Independent Auditors' Report on Compliance


The Board of Directors and Stockholders
Meridian Sports Incorporated


We have audited, in accordance with generally accepted auditing standards, the
consolidated balance sheet of Meridian Sports Incorporated and its subsidiaries
(collectively "the Company") as of December 31, 1995 and the related
consolidated statements of operations, stockholders' equity and cash flows for
the year then ended, and have issued our report thereon dated March 19, 1996.
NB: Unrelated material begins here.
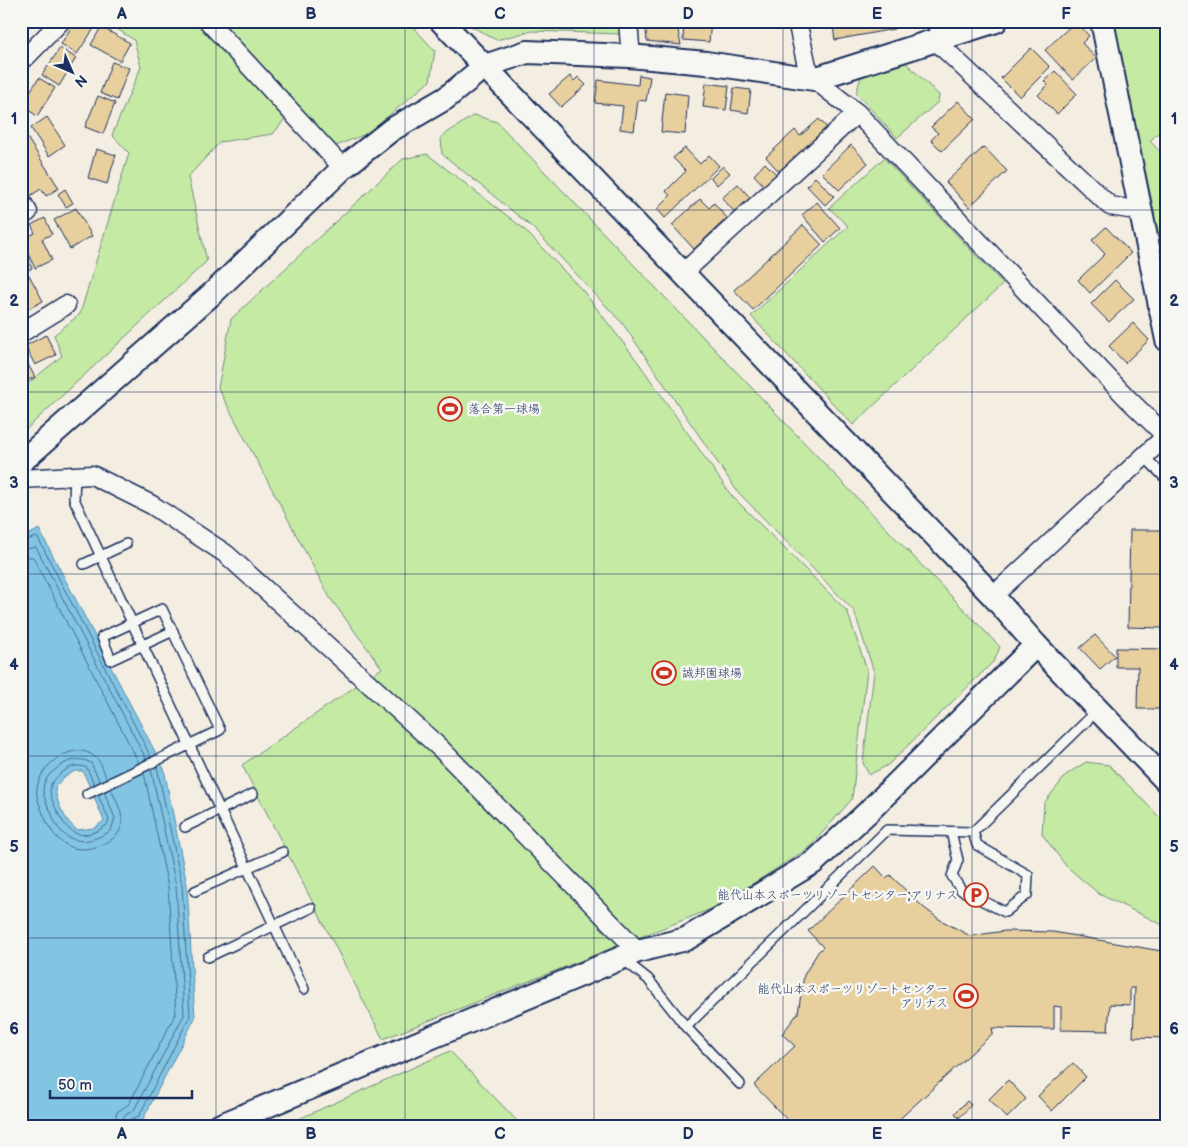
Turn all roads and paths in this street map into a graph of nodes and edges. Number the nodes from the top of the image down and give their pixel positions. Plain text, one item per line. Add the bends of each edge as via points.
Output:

In connection with our audit, nothing came to our attention that caused us to
believe that the Company failed to comply with the terms, covenants, provisions,
or conditions of Section 9.13 of the Second Amendment to the Credit Facilities
and Reimbursement Agreement ("the Company Credit Agreement") among the Company,
NationsBank, National Association, Credit Suisse and Fleet Bank dated January
19,1996 (effective as of December 15, 1996), insofar as they relate to
accounting matters. We did note that the Company failed to comply with the
terms, covenants, provisions, or conditions of Section 9.1, Section 9.2, Section
9.3, Section 9.4 and Section 9.19 of the Company Credit Agreement as of and for
the year ended December 31, 1995. On February 28, 1996 and March 29, 1996, the
Company received waiver letters for such noncompliance which provide extensions
for the Company to comply with such covenants in accordance with their terms
through March 31, 1996 and June 30, 1996, respectively. However, our audit was
not directed primarily toward obtaining knowledge of such noncompliance.

This report is intended solely for the use of the Company, NationsBank, National
Association, Credit Suisse and Fleet Bank, and should not be used for any other
purpose.



                                        /s/ Ernst & Young LLP


New York, New York
March 19, 1996





       Ernst & Young LLP is a member of Ernst & Young International, Ltd.